Monday, 24 November 2014


One of the best secrets of the Porto city is the "Bom de Sal" restaurant. In this place, salt is the main ingredient. You and your cardiologist can be unworried because the salt used on dishes is controlled by the chef.
We suggest you to try the beef of maronesa veal, the bread and garlic sausage with cabbage shoot in filo pasta and the codfish of "Bom de Sal" - you will not regret.

Friday, 21 November 2014

The best of Portugal

Amy Fernandes tells you about the allure of this mighty little country and how to make the best of your stay at Lisbon, Porto and Sintra.

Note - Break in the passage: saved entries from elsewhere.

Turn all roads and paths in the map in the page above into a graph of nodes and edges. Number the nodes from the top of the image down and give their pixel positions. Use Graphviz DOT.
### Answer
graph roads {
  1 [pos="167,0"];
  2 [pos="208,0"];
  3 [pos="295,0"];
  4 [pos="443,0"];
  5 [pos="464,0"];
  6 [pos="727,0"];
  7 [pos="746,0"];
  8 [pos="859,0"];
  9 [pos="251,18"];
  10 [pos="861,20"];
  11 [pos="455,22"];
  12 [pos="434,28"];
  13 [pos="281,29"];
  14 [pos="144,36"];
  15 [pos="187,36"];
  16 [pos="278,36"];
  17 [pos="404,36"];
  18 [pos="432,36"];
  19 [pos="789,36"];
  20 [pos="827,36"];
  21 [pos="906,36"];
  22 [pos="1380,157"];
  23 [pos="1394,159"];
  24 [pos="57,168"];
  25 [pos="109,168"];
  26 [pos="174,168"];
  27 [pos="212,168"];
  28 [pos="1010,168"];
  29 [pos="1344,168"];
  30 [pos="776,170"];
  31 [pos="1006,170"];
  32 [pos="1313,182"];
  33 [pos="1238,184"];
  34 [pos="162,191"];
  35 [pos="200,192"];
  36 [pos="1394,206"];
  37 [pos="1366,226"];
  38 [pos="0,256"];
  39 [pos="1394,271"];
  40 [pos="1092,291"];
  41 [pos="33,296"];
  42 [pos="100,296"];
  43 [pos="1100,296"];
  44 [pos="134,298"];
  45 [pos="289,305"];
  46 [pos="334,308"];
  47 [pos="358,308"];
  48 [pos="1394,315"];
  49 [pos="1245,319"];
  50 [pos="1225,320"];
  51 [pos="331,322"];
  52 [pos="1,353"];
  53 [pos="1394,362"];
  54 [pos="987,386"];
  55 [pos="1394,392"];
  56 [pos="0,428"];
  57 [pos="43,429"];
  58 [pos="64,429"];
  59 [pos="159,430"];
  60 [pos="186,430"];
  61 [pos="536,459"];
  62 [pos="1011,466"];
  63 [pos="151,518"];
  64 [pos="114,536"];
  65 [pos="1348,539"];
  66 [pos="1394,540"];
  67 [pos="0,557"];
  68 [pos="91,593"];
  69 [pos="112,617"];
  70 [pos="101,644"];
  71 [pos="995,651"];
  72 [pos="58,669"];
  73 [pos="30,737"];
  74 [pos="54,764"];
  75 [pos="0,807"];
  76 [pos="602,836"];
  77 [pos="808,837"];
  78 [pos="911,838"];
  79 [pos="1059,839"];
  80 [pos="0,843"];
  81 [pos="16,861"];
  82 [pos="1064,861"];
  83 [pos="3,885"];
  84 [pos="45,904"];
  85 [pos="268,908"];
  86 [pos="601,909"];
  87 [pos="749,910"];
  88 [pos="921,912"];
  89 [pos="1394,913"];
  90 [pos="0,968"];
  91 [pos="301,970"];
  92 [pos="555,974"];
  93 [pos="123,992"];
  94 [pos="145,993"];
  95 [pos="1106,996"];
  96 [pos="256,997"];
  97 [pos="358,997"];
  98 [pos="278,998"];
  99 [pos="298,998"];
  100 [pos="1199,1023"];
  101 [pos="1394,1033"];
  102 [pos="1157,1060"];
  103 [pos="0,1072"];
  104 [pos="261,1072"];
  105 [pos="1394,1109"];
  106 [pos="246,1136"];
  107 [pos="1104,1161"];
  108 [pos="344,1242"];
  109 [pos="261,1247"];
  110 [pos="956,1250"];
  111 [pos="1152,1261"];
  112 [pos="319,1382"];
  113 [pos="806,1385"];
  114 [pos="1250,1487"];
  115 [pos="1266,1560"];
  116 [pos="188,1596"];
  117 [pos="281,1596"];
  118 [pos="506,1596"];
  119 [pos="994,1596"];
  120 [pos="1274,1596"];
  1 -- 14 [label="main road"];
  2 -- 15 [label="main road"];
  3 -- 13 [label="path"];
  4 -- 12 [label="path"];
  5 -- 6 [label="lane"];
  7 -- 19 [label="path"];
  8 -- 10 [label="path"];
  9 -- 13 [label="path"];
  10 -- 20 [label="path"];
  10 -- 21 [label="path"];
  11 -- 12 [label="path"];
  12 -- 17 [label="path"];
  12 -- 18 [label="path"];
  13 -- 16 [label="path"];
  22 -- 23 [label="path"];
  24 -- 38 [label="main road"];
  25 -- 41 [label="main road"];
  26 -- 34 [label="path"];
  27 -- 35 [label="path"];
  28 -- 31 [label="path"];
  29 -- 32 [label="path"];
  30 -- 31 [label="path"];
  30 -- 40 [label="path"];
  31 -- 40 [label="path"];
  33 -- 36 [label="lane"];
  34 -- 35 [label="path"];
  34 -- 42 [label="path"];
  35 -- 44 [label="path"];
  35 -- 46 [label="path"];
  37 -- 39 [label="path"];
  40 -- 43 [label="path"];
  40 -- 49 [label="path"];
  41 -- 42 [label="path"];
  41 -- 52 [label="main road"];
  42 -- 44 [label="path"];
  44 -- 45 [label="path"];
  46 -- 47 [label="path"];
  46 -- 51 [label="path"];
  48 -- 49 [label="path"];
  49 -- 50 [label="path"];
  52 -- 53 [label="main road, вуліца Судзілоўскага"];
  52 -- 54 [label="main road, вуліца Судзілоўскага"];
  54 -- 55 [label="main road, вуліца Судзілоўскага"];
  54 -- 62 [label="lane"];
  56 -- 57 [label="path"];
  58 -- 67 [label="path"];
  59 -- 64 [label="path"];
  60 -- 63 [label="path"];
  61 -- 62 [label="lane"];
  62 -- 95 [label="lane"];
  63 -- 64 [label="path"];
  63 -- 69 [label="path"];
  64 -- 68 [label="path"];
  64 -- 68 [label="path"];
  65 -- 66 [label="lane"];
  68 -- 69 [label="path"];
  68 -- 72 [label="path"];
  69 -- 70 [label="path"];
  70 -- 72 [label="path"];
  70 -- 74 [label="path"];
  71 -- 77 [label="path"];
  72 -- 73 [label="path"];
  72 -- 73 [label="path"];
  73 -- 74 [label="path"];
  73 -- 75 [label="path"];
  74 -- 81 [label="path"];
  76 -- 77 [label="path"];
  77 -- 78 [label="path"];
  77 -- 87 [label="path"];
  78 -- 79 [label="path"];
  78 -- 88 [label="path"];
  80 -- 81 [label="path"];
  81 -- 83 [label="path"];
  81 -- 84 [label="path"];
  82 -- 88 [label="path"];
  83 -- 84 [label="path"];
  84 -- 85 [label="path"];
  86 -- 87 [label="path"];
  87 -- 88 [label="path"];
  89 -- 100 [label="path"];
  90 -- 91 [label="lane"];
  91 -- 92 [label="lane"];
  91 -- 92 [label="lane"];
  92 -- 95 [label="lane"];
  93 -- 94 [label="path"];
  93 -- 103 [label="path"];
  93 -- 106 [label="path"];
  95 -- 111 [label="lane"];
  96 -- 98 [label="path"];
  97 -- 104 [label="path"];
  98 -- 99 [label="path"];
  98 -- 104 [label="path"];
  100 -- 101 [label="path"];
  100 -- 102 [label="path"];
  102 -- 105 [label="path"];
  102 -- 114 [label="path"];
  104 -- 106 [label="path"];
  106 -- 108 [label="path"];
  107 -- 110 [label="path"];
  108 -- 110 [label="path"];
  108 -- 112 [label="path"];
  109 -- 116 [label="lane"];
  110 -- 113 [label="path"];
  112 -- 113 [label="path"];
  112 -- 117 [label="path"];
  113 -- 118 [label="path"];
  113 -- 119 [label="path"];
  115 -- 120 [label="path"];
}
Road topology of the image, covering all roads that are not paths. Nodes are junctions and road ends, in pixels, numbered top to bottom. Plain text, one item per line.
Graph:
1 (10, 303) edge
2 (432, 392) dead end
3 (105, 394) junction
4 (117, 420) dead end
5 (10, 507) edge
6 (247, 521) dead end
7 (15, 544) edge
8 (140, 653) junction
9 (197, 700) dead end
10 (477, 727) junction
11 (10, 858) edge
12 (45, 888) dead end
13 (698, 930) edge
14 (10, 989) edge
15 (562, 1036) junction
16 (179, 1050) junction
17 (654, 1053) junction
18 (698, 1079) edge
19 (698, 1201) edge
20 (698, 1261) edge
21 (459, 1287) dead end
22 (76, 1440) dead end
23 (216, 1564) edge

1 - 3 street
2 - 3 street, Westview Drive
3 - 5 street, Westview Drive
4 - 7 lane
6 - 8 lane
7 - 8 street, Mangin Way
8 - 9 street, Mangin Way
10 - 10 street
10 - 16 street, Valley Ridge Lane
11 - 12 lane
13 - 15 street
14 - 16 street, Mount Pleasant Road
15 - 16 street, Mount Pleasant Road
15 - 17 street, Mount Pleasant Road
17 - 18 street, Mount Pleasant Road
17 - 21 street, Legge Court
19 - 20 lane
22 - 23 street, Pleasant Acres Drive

If there’s something like living languidly on the edge, then Portugal is the place where people live it. 
But give it time and slowly you’ll see the edge making itself felt, gently but surely, to ensure that this small, linear country stands out against the weight of the rest of mighty Europe. So what is it that sets Portugal apart from the others? Is it the old fashioned monasteries made new in luxury chic resorts? The stories it tells through its seas and oceans? Or its historic cities that are modern yet quaint? 
Palaces of Romance

Castles peeping out in Sintra
Sintra is a good place to start. Actually, the fabulous luxury resort Penha Longa Ritz Carlton is a great place to start. History begins on the plush grounds, where a 13th century monastery was built by the Hieronymite monks in 1355; today, it houses a beautiful chapel, and dining halls which, we hear, are super places to host weddings. Not to forget its vast golf links and rooms to lose yourselves in, if you have the time that is, because Sintra calls. This little town is an oasis of medieval grandeur. It stubbornly refuses to step into the modern world. No wonder then, that it has been a UNESCO World Heritage site since 1995. A host of palaces beckon. The Moorish Castle, the quizzical Penha Palace, which when you look at it, makes you wonder whether it’s Moorish, Arabic or Roman. It’s like walking into a fairy tale book and trying to figure out whether Rapunzel, Sleeping Beauty or Snow White lived here. Here’s where you’ll  hear of the romantic, King Ferdinand, who left a lasting legacy of fine taste and culture. A 20-minute drive from Sintra to Cascais reveals a panoramic view when you visit Cabo da Roca, described by Portugal’s pet poet Luis de Camões as, ‘the place where land ends and the sea begins’, which probably sounds more romantic in Portuguese. It’s the westernmost point of mainland Portugal and continental Europe, and offers an unending view of the ocean, which could induce motion sickness, suicidal thoughts or the realisation of how much of a dot you are in the universe.
Porto and the  golden river

The Douro River
Porto, the place where the world famous Port is made is a ‘must stop’. If you have just a day, go backpacking and lose yourself in the streets; don’t worry, people will help you find your way around. Or take a boat ride on the Douro river (meaning gold) where the city flanks you from both sides and you can glimpse its former glory.

Lovely Lisbon
But if it’s the rush of the city you’re looking for, Lisbon (or Lisboa as the Portuguese call it) is the place to be. We were lucky to be there right in the middle of the 2nd Fado Festival in Alfama, one of Lisbon’s oldest and most charming districts. A tip: wear flats and discover the up and down narrow and winding streets of the city. The evening of Fado (listed as World Intangible Cultural Heritage by UNESCO) seemed to have the whole of Portugal and fado-singing countries descending on its streets. Pubs, bars and restaurants were brimming over with music and loudspeakers blared in competition with fadistas outdoing each other with their music. A festival of mournful music? You’ve got to be kidding! This was fun and fado, like we’d never seen. We chomped on beefana (sausage-laden sandwiches), chorizo-stuffed bread, cheese toasts, which seemed to go down well with soulful music and of course the local beers, Super Bock and Sagres. 
Short days, long nights

Lisbon's amazing night life
Like in neighbouring Spain, the nights here are long and loud and the residents who live cheek by jowl on these happy streets don’t seem to care. They egg people on to enjoy themselves, while a few bring their armchairs out on the streets at 10.30 am living vicariously through the party animals. Bars overflow into streets, cabs (easy to find even at 2.00 am) are happy to speed you to your next night spot. And the choices are plenty: from the cafes in Chiado to the bars in Bairro Alto, wherever you decide to go, people are warm and welcoming; you will feel at home.      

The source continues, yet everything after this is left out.